▶ Try it: This task calls for copying every line in the data below that contains the word "Sheikh".
+++
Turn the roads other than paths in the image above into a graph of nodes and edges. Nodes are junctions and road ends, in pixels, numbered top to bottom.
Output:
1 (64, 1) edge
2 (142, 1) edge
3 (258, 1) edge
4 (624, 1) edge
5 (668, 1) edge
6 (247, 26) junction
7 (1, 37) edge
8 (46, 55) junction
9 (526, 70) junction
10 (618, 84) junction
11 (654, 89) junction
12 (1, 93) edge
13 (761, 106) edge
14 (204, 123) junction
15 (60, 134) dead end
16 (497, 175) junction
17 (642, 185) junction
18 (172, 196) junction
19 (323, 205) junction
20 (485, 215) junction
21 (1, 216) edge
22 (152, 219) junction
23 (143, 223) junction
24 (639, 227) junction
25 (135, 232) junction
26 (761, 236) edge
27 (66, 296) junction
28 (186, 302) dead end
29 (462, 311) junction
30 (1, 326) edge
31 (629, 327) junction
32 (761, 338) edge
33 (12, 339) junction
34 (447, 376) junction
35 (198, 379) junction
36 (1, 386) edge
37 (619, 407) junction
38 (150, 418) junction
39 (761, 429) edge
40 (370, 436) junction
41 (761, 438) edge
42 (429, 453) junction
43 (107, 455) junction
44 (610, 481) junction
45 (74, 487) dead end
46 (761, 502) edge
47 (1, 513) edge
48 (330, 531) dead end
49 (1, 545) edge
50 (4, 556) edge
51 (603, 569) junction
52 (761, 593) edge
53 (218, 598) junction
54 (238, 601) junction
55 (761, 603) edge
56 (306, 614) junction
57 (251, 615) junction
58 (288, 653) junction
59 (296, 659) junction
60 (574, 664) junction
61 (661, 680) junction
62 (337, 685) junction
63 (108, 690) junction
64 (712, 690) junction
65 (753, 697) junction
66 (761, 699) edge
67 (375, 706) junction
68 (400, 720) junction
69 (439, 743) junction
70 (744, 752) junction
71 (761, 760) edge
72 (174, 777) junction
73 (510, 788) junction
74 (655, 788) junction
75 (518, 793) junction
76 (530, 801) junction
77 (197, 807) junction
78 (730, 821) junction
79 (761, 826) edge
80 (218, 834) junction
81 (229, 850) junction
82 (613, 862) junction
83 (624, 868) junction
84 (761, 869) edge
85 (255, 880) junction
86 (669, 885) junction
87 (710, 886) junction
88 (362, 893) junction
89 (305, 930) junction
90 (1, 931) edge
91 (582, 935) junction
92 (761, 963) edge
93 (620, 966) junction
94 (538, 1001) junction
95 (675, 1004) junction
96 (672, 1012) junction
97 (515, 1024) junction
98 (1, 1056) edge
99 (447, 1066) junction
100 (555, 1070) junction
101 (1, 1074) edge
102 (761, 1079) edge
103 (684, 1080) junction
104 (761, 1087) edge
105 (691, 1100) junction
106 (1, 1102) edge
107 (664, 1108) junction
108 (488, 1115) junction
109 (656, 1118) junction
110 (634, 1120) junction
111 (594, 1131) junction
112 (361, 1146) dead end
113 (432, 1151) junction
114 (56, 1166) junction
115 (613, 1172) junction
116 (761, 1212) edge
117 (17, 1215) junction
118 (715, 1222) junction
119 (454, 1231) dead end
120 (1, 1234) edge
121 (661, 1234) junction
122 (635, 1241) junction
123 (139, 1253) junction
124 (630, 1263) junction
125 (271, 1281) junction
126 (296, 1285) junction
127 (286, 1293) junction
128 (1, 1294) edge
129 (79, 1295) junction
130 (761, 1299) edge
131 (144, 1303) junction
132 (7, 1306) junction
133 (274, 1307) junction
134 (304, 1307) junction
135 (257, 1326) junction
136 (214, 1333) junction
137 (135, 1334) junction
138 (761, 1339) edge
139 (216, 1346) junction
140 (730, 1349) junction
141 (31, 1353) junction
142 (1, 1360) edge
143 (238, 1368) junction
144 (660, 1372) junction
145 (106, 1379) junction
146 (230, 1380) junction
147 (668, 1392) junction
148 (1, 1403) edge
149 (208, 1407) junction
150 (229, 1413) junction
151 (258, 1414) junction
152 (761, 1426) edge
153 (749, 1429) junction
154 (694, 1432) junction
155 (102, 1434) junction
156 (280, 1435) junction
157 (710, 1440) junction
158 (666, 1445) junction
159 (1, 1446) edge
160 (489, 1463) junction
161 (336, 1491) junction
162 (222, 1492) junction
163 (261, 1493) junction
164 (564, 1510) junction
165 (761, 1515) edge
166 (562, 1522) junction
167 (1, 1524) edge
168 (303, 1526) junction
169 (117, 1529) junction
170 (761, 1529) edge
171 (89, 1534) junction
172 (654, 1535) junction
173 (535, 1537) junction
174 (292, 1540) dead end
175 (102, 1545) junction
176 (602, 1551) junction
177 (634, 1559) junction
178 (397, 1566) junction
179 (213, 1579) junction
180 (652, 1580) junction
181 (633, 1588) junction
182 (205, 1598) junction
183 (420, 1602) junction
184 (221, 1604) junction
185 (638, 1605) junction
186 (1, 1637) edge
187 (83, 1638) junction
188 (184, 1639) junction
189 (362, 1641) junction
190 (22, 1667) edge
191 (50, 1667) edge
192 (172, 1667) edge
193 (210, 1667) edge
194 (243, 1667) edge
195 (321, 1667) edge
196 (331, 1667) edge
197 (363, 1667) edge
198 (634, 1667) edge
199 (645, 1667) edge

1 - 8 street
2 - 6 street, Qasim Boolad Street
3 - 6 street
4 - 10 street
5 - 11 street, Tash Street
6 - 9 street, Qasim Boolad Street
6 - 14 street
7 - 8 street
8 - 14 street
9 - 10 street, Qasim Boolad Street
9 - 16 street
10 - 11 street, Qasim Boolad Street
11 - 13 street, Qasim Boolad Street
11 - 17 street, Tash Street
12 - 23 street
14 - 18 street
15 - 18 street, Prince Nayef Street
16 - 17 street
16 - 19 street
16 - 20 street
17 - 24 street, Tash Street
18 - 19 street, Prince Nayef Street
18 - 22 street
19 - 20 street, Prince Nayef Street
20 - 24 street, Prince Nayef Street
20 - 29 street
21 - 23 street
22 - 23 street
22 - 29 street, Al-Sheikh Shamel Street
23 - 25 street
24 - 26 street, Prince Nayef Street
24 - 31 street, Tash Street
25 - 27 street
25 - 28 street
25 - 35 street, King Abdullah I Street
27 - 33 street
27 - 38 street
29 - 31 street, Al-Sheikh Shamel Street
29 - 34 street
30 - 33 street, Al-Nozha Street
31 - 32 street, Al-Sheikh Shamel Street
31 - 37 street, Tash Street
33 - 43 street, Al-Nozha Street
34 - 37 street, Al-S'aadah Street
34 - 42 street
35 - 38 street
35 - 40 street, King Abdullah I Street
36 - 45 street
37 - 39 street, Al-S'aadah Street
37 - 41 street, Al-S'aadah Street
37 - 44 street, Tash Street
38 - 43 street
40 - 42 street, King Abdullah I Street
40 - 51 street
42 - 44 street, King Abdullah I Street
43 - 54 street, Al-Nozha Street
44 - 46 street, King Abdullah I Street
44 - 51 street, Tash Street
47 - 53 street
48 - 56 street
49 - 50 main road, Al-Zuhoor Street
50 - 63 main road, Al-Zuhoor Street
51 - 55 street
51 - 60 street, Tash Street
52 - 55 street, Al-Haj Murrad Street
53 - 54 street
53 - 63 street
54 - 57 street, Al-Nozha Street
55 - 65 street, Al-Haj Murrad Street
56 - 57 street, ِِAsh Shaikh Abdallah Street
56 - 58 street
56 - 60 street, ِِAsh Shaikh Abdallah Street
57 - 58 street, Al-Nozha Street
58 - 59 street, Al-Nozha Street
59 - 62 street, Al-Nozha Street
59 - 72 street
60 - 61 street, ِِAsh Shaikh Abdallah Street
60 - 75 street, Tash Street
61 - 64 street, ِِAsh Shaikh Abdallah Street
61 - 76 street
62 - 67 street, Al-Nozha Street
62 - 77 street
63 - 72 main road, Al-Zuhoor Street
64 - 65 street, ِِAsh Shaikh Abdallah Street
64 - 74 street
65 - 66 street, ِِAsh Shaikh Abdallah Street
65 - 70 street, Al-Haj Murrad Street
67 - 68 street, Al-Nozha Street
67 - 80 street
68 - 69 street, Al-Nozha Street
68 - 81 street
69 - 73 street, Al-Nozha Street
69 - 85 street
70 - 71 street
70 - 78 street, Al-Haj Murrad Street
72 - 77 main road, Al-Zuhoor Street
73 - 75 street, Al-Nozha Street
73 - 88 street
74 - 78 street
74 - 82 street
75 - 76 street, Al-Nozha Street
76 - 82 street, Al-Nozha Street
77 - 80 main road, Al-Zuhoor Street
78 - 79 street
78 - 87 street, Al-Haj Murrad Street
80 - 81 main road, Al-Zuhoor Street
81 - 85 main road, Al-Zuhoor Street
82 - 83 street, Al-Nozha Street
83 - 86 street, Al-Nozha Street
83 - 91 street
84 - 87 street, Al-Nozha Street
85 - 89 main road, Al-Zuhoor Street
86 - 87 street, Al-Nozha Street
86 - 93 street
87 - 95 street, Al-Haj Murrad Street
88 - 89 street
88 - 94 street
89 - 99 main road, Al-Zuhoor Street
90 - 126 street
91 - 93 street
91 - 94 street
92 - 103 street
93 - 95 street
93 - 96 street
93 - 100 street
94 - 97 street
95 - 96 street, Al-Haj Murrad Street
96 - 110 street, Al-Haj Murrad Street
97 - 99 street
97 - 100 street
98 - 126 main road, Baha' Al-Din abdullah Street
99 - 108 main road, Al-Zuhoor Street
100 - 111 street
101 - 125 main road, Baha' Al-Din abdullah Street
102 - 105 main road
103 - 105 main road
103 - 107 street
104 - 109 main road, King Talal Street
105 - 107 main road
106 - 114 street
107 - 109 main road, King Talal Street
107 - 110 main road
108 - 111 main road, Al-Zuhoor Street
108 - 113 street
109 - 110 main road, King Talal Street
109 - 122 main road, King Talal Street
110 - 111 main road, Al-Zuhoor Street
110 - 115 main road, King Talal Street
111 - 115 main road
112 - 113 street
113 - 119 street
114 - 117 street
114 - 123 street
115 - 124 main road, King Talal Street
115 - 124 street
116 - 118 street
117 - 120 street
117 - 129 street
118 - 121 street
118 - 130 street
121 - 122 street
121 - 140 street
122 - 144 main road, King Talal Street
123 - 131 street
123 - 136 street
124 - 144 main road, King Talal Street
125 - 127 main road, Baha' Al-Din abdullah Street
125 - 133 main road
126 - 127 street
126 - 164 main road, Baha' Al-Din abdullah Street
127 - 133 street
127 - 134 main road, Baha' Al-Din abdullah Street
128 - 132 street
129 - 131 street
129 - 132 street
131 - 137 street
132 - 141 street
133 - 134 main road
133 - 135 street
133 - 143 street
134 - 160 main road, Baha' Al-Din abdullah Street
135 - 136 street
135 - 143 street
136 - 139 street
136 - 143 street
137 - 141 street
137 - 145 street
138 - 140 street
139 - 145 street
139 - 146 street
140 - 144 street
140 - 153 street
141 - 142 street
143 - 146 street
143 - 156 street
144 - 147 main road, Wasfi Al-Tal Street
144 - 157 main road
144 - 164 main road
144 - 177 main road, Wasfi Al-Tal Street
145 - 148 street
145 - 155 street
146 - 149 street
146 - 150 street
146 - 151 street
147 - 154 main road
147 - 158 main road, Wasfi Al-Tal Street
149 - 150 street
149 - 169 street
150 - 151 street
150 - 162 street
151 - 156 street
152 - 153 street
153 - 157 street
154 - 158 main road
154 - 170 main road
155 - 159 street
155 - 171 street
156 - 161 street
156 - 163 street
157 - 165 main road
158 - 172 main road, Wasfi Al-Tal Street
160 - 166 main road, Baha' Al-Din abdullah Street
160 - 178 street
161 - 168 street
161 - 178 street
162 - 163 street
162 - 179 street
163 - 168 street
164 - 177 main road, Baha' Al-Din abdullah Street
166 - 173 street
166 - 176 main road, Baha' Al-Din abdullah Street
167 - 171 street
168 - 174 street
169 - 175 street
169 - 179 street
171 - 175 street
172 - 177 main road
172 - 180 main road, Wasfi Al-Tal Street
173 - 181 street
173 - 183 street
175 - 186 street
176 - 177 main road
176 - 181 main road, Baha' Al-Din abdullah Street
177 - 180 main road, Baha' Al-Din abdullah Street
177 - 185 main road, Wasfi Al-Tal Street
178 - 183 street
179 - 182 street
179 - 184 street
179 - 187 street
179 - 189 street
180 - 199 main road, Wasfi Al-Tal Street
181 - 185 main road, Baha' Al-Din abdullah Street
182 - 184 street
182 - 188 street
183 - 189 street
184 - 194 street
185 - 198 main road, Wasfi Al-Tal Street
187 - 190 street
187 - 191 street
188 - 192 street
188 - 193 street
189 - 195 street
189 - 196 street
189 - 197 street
+++
▶ Result:
22 - 29 street, Al-Sheikh Shamel Street
29 - 31 street, Al-Sheikh Shamel Street
31 - 32 street, Al-Sheikh Shamel Street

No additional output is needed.